Lance takes one last deep breath. His thoughts are clearer now, and quieter. He’s remembering individual moments now. His mama’s smile (the same one he sees in the mirror every morning), his sisters’ teasing (the same jokes he uses on Pidge and Hunk), his mama’s hugs (he hasn’t quite mastered that one yet, but he feels like he’s probably doing her proud trying to teach Keith the Art of the Hug). And he feels a little silly for ever thinking they wouldn’t want him back. Yeah, there’ll be some rough patches but…but if he ever lost one of his sisters he’d never get over it. No matter that he had four others and nieces and nephews beside – it wouldn’t matter. There would be a Val-shaped hole in the world. Or a Jamie-shaped hole…or and or and or.
“Hey,” Lance’s voice is soft, but this is a soft moment, so sue him, “Thanks, Keith.”
“Yeah, of course. Hope it helped.” And Keith means it, too. Because Keith means everything he says, always. For good or for ill.
“Okay, let’s hit the bathroom, make ourselves beautiful and head for the party!” Lance’s voice is only at fifty-percent strength but that percentage is rising steadily. He’s pretty sure he’ll be ready for whatever comes his way in that ballroom. Even if it’s the sight of Coran in a musical, theme-song playing cape trying to teach Altean folk dances to Pidge, Matt and a very confused Shiro.

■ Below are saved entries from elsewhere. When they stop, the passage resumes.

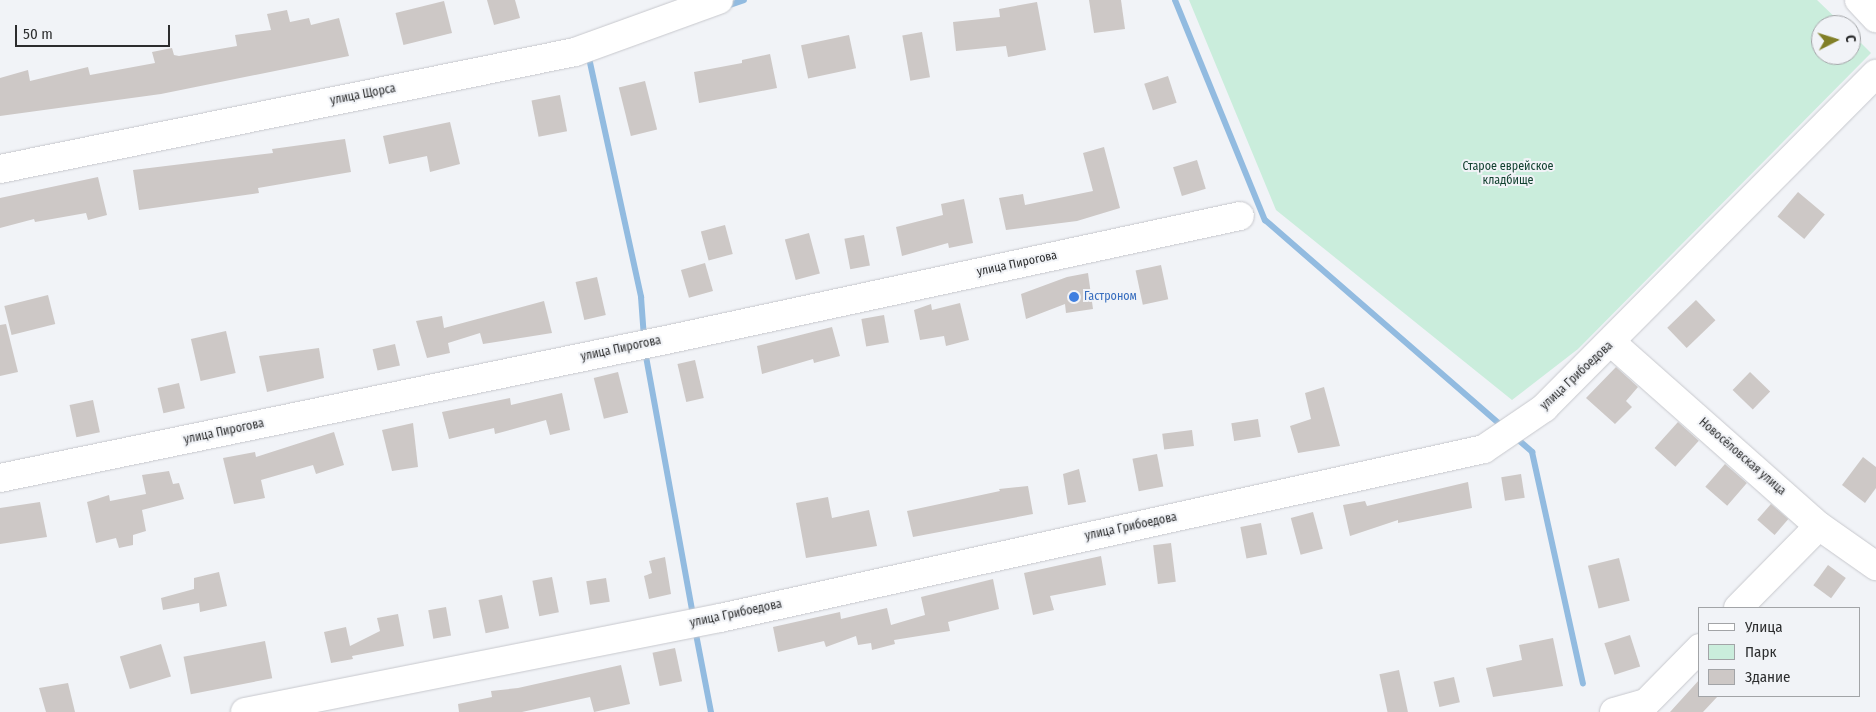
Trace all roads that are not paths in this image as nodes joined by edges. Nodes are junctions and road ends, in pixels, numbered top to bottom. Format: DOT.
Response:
graph roads {
  1 [pos="719,0"];
  2 [pos="1859,0"];
  3 [pos="1876,18"];
  4 [pos="1876,74"];
  5 [pos="0,169"];
  6 [pos="1240,216"];
  7 [pos="1612,343"];
  8 [pos="0,478"];
  9 [pos="1819,526"];
  10 [pos="1876,566"];
  11 [pos="1739,607"];
  12 [pos="1698,650"];
  13 [pos="245,712"];
  14 [pos="1614,712"];
  1 -- 5 [label="street, улица Щорса"];
  2 -- 3 [label="street"];
  4 -- 7 [label="street, улица Грибоедова"];
  6 -- 8 [label="street, улица Пирогова"];
  7 -- 9 [label="street, Новосёловская улица"];
  7 -- 13 [label="street, улица Грибоедова"];
  9 -- 10 [label="street, Новосёловская улица"];
  9 -- 11 [label="street"];
  12 -- 14 [label="street"];
}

Keith follows him away from the panic closet and towards the party.
…
Lance’s family cries when they see him. There’s a lot of shouting and tears all the way around. And lots of hugs. An uncomfortable amount of hugs. Well. Lance seems really into it. Keith’s just feeling a little weird about it since, well, Lance hasn’t let go of his hand yet so somehow he’s part of this hug-fest too. It’s…nice, though. Yeah, it’s really nice.
And Lance sends him a bright, burning grin over his shoulder. Keith can feel something bright flare in his chest, right under his breastbone. This visit to Earth thing might not be so bad.